You are viewing a plain text version of this content. The canonical link for it is here.
Posted to j-users@xerces.apache.org by Ittay Dror <it...@qlusters.com> on 2006/04/09 15:27:15 UTC
getElementById doesn't work with SAX2DOM (and tagsoup)

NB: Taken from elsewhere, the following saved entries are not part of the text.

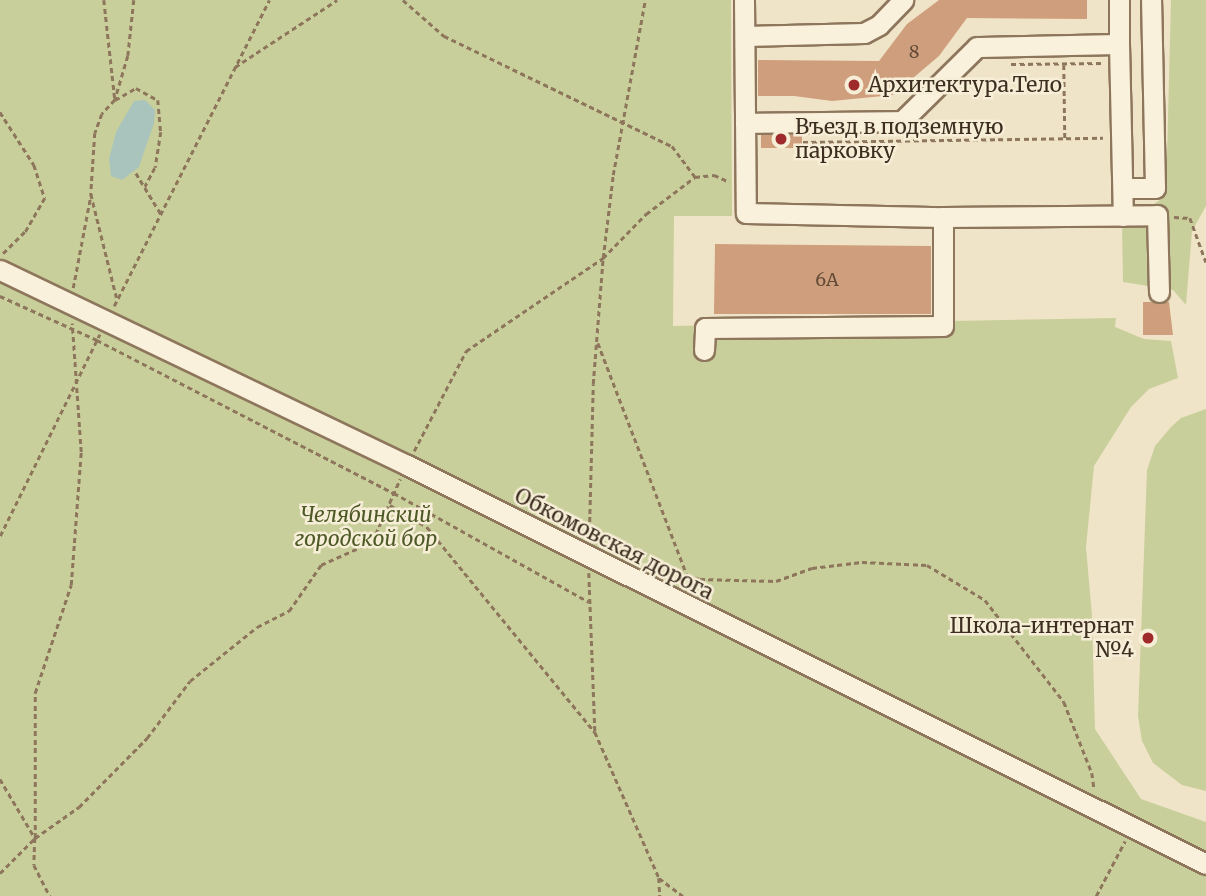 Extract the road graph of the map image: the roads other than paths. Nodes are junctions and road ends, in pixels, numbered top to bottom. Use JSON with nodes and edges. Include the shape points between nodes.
{"nodes":[{"id":1,"x":744,"y":0,"type":"edge"},
{"id":2,"x":903,"y":0,"type":"edge"},
{"id":3,"x":1119,"y":0,"type":"edge"},
{"id":4,"x":1151,"y":0,"type":"edge"},
{"id":5,"x":745,"y":36,"type":"junction"},
{"id":6,"x":1119,"y":53,"type":"junction"},
{"id":7,"x":745,"y":123,"type":"junction"},
{"id":8,"x":1123,"y":188,"type":"junction"},
{"id":9,"x":1123,"y":216,"type":"junction"},
{"id":10,"x":943,"y":217,"type":"junction"},
{"id":11,"x":0,"y":270,"type":"edge"},
{"id":12,"x":1159,"y":292,"type":"dead end"},
{"id":13,"x":704,"y":350,"type":"dead end"},
{"id":14,"x":1206,"y":864,"type":"edge"}],
"edges":[{"from":1,"to":5,"type":"lane"},
{"from":2,"to":5,"type":"lane","via":[[864,33]]},
{"from":3,"to":6,"type":"lane"},
{"from":4,"to":8,"type":"lane","via":[[1155,188]]},
{"from":5,"to":7,"type":"lane"},
{"from":6,"to":7,"type":"lane","via":[[977,47],[902,121]]},
{"from":6,"to":8,"type":"lane"},
{"from":7,"to":10,"type":"lane","via":[[746,212]]},
{"from":8,"to":9,"type":"lane"},
{"from":9,"to":10,"type":"lane"},
{"from":9,"to":12,"type":"lane","via":[[1157,215]]},
{"from":10,"to":13,"type":"lane","via":[[943,326],[705,328]]},
{"from":11,"to":14,"type":"lane","name":"Обкомовская дорога","via":[[407,465]]}]} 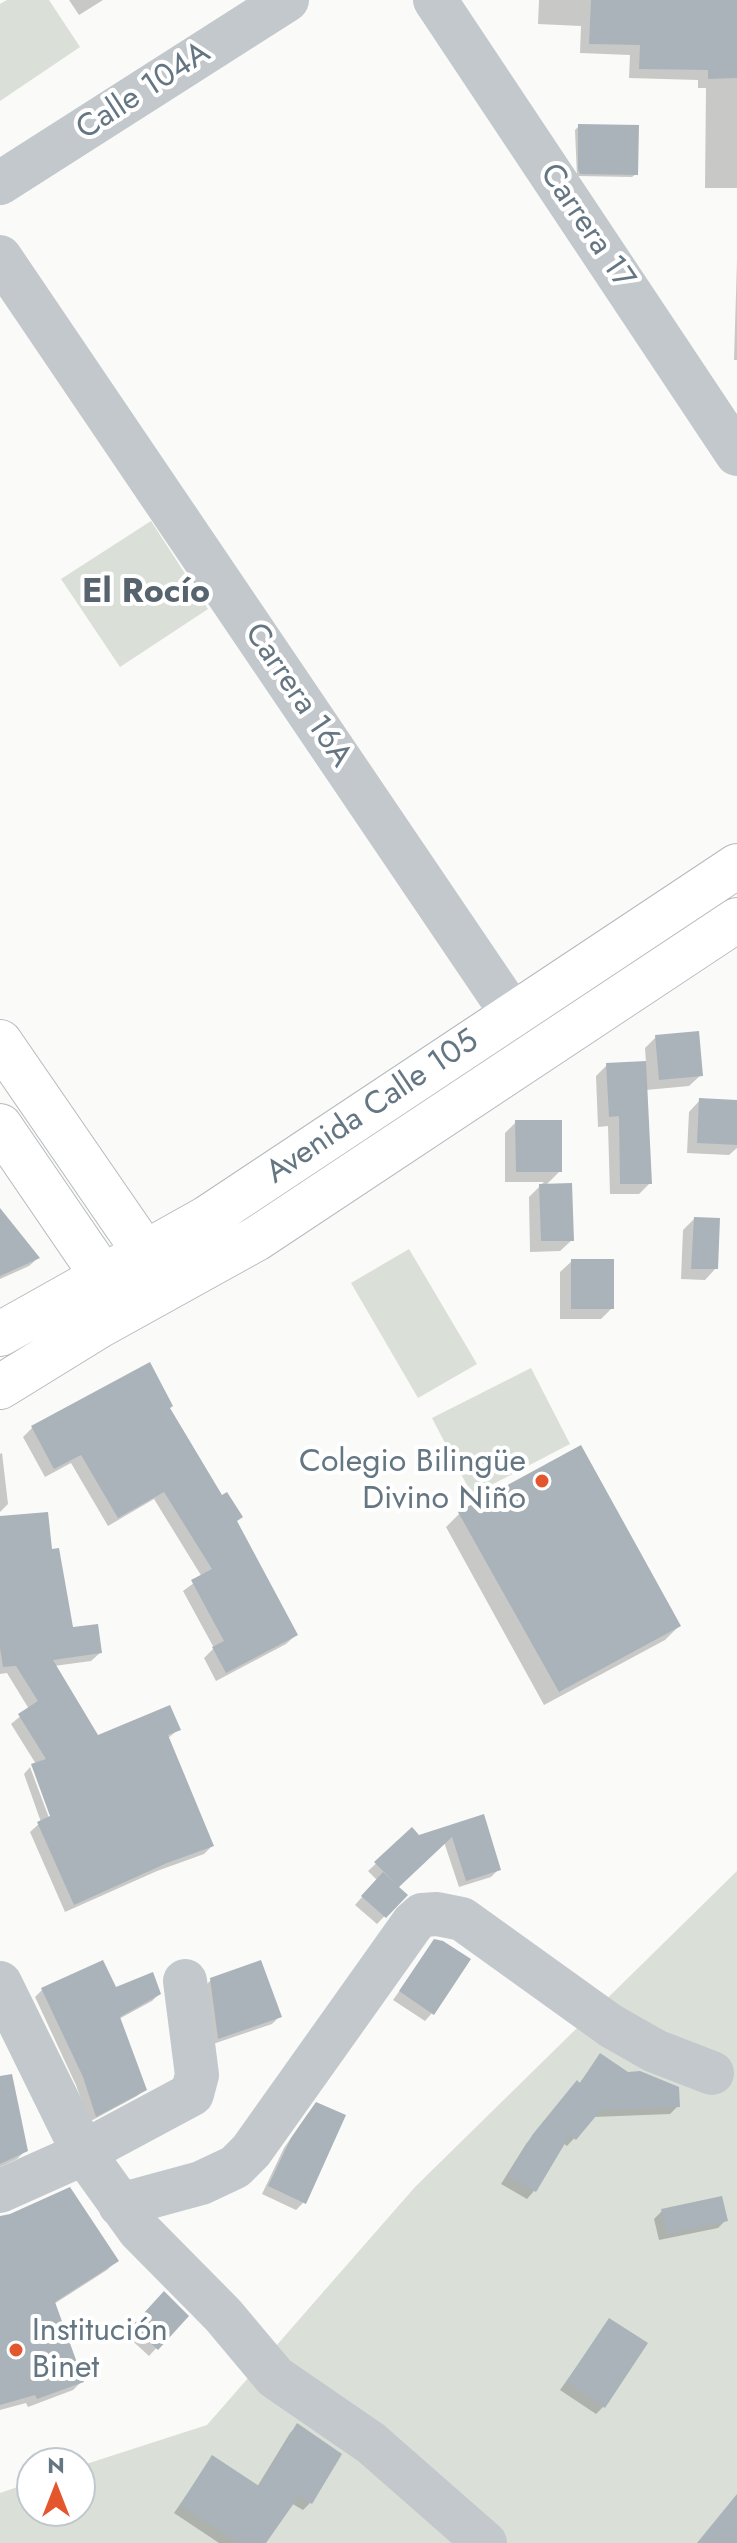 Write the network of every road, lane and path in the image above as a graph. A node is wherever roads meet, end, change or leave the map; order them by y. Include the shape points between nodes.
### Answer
1 (287, 0) edge
2 (435, 0) edge
3 (0, 183) edge
4 (0, 257) edge
5 (737, 454) edge
6 (737, 866) edge
7 (737, 920) edge
8 (513, 1015) junction
9 (0, 1042) edge
10 (0, 1126) edge
11 (158, 1270) junction
12 (115, 1294) junction
13 (0, 1334) edge
14 (0, 1387) edge
15 (185, 1981) dead end
16 (0, 1983) edge
17 (712, 2073) dead end
18 (83, 2152) junction
19 (0, 2191) edge
20 (120, 2205) junction
21 (485, 2543) edge

1 - 3 street, Calle 104A
2 - 5 street, Carrera 17
4 - 8 street, Carrera 16A
6 - 8 main road, Avenida Calle 105
7 - 11 main road, Avenida Calle 105 via 256,1239
8 - 11 main road, Avenida Calle 105 via 243,1195
9 - 11 main road
10 - 12 main road
11 - 12 main road, Avenida Calle 105
12 - 13 main road, Avenida Calle 105
12 - 14 main road, Avenida Calle 105
15 - 18 street via 197,2075 192,2094
16 - 18 street
17 - 20 street via 655,2051 611,2026 462,1919 422,1915 235,2167 201,2183
18 - 19 street
18 - 20 street
20 - 21 street via 275,2377 371,2443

i've turned on the schema and validation features, and set a schema to my html, but getElementById still doesn't work (i'm using the latest of xerces, xalan and tagsoup, xhtml1-transitional.dtd and entities are saved locally.
this is my html:
<html>
<body>
<div id="foo">hello</div>
</body>
</html>
this is my code:
import org.apache.xalan.xsltc.trax.SAX2DOM;
import org.apache.xerces.jaxp.DocumentBuilderFactoryImpl;
import org.ccil.cowan.tagsoup.Parser;
import org.w3c.dom.DOMConfiguration;
import org.w3c.dom.Document;
import org.xml.sax.InputSource;
import org.xml.sax.SAXException;
public class Test {
public static class HTMLDocumentBuilderFactory extends DocumentBuilderFactoryImpl {
public HTMLDocumentBuilderFactory() throws SAXException, ParserConfigurationException {
setValidating(true);
setFeature("http://apache.org/xml/features/validation/schema", true);
setFeature("http://xml.org/sax/features/validation", true);
}
}
public final static void main(String[] args) throws Exception {
Parser p = new Parser();
System.setProperty("javax.xml.parsers.DocumentBuilderFactory", HTMLDocumentBuilderFactory.class.getName());
SAX2DOM sax2dom = new SAX2DOM();
Document doc = (Document)sax2dom.getDOM();
DOMConfiguration config = doc.getDomConfig();
config.setParameter("schema-type","http://www.w3.org/TR/REC-xml");
config.setParameter("schema-location", "/tmp/xhtml1-transitional.dtd");
p.setContentHandler(sax2dom);
InputSource docsrc = new InputSource("/tmp/test.html");
p.parse(docsrc);
System.out.println(doc.getElementById("foo"));
}
}
thanx,
ittay
--
===================================
Ittay Dror
openQRM Team Leader,
R&D, Qlusters Inc.
ittayd@qlusters.com
+972-3-6081994 Fax: +972-3-6081841
http://www.openQRM.org
- Keeps your Data-Center Up and Running
---------------------------------------------------------------------
To unsubscribe, e-mail: j-users-unsubscribe@xerces.apache.org
For additional commands, e-mail: j-users-help@xerces.apache.org
Re: getElementById doesn't work with SAX2DOM (and tagsoup)
Posted by Michael Glavassevich <mr...@ca.ibm.com>.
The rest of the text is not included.